> [Exercise objective]
Where the word "pinky" shows up in the entries below, please copy the whole line.

> [Available data]

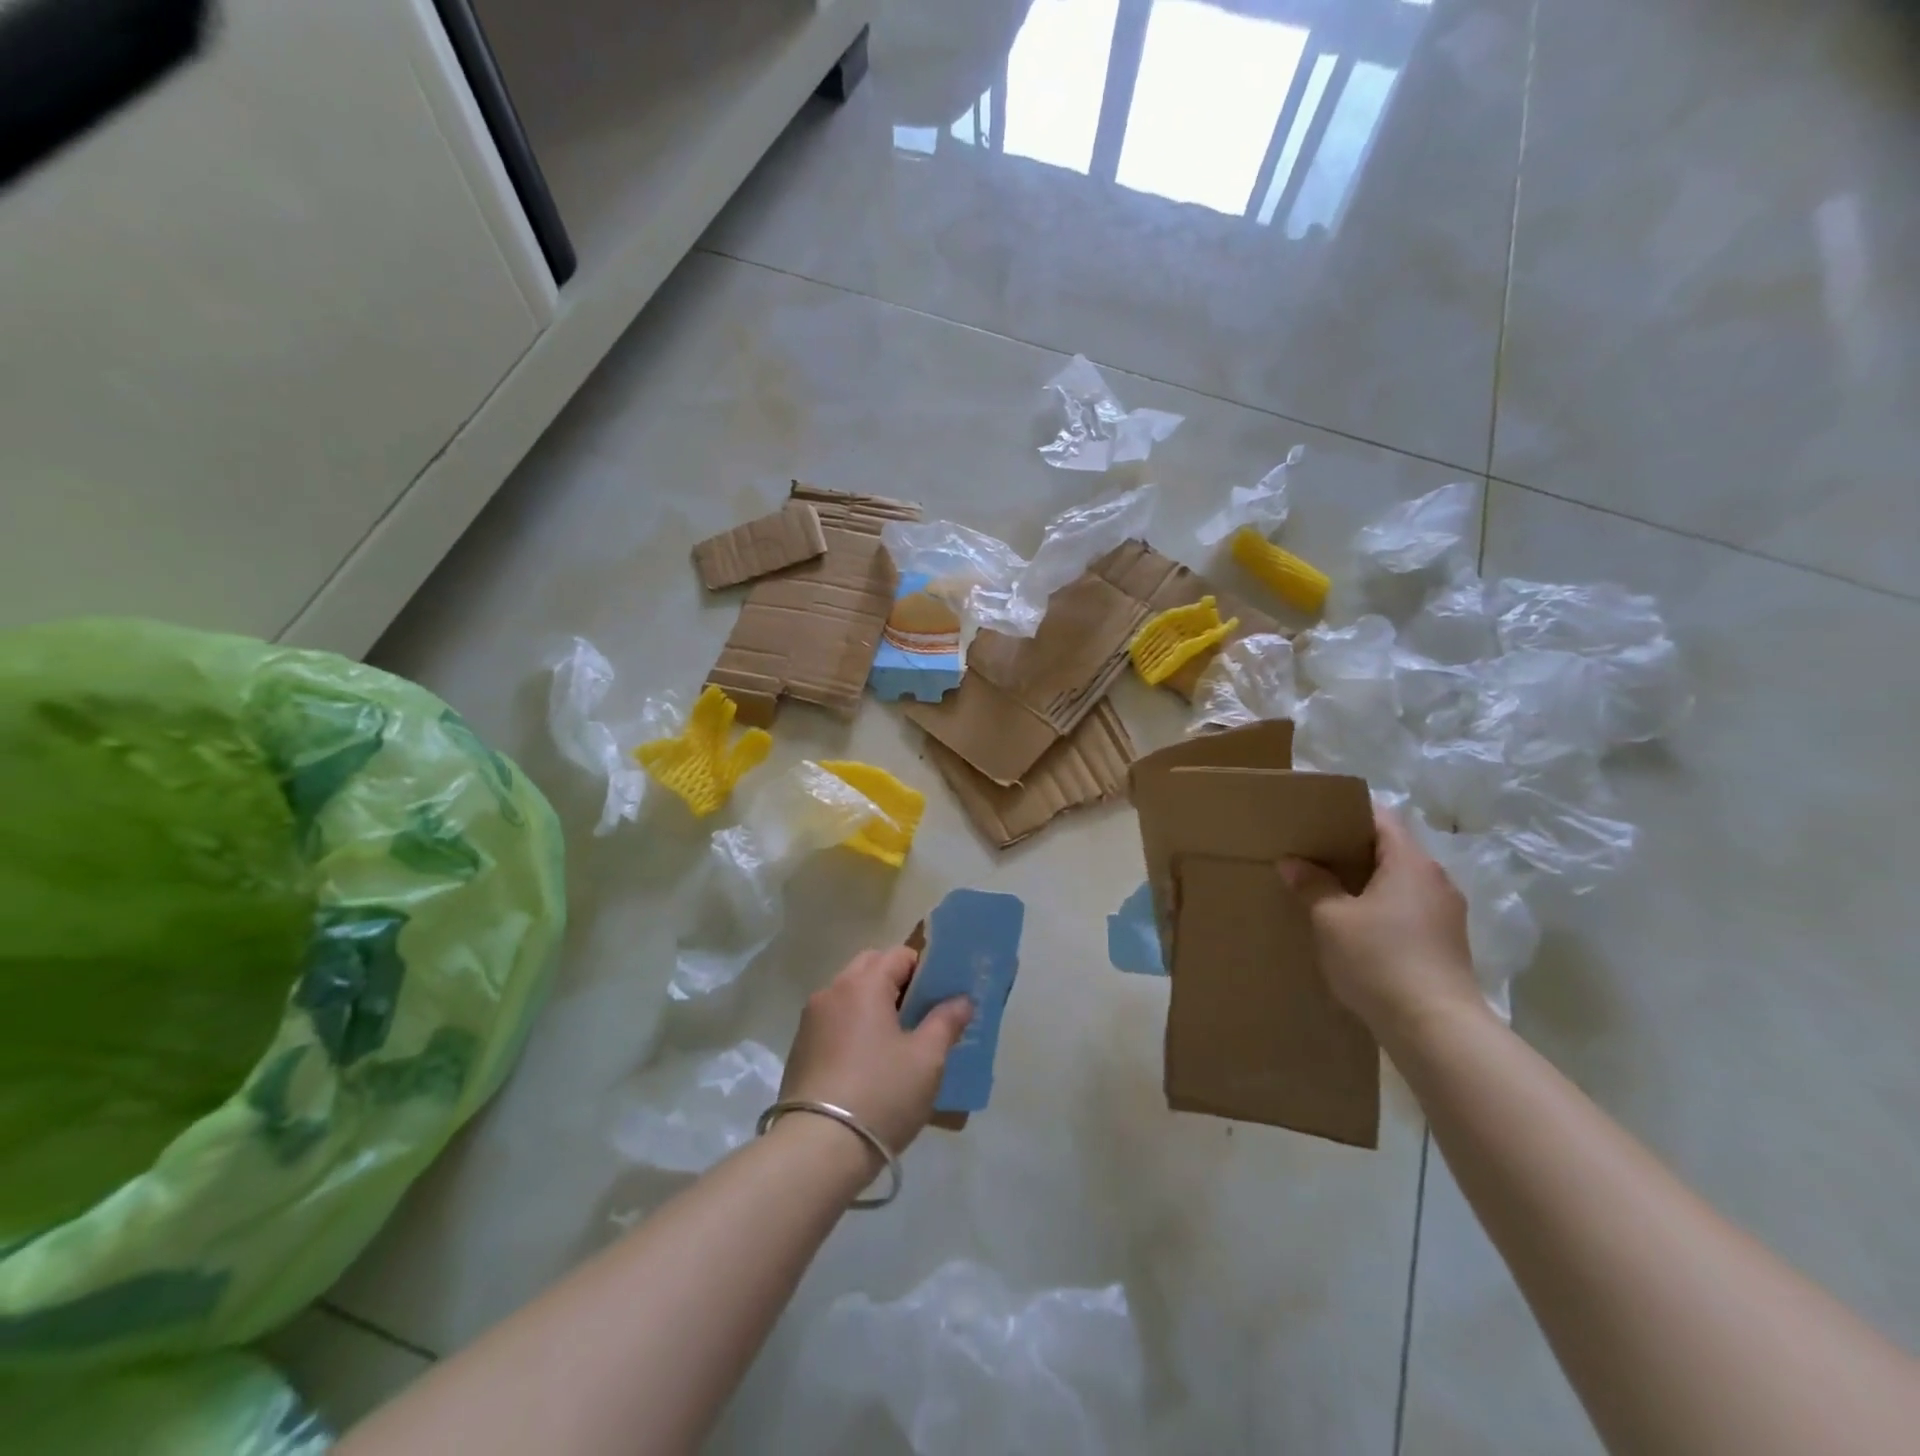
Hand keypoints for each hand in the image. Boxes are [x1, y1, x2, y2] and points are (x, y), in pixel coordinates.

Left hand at [780, 946, 971, 1155]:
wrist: (817, 1149)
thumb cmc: (881, 1094)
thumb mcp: (927, 1059)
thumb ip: (947, 1021)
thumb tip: (961, 1000)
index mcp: (863, 984)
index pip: (899, 955)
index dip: (924, 970)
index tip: (940, 997)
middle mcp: (832, 991)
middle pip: (870, 968)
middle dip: (896, 982)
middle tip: (920, 1015)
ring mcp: (810, 1020)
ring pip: (849, 995)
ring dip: (873, 1005)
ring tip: (896, 1041)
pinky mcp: (799, 1048)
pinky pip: (834, 1021)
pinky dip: (853, 1027)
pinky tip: (868, 1063)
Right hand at [1278, 808, 1484, 1041]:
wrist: (1435, 1028)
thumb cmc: (1379, 959)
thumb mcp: (1331, 919)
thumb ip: (1312, 885)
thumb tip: (1292, 862)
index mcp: (1411, 862)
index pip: (1381, 818)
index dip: (1348, 813)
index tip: (1315, 818)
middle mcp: (1435, 880)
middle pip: (1391, 849)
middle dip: (1351, 849)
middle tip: (1311, 853)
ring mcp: (1445, 914)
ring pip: (1399, 882)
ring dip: (1366, 882)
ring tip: (1326, 889)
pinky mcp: (1445, 944)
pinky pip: (1407, 909)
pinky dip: (1380, 908)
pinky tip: (1352, 926)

> [Solution below]
pinky mcp: (799, 1048)
pinky pip: (834, 1021)
pinky dip: (853, 1027)
pinky tip: (868, 1063)
pinky mcp: (1445, 944)
pinky pip: (1407, 909)
pinky dip: (1380, 908)
pinky tip: (1352, 926)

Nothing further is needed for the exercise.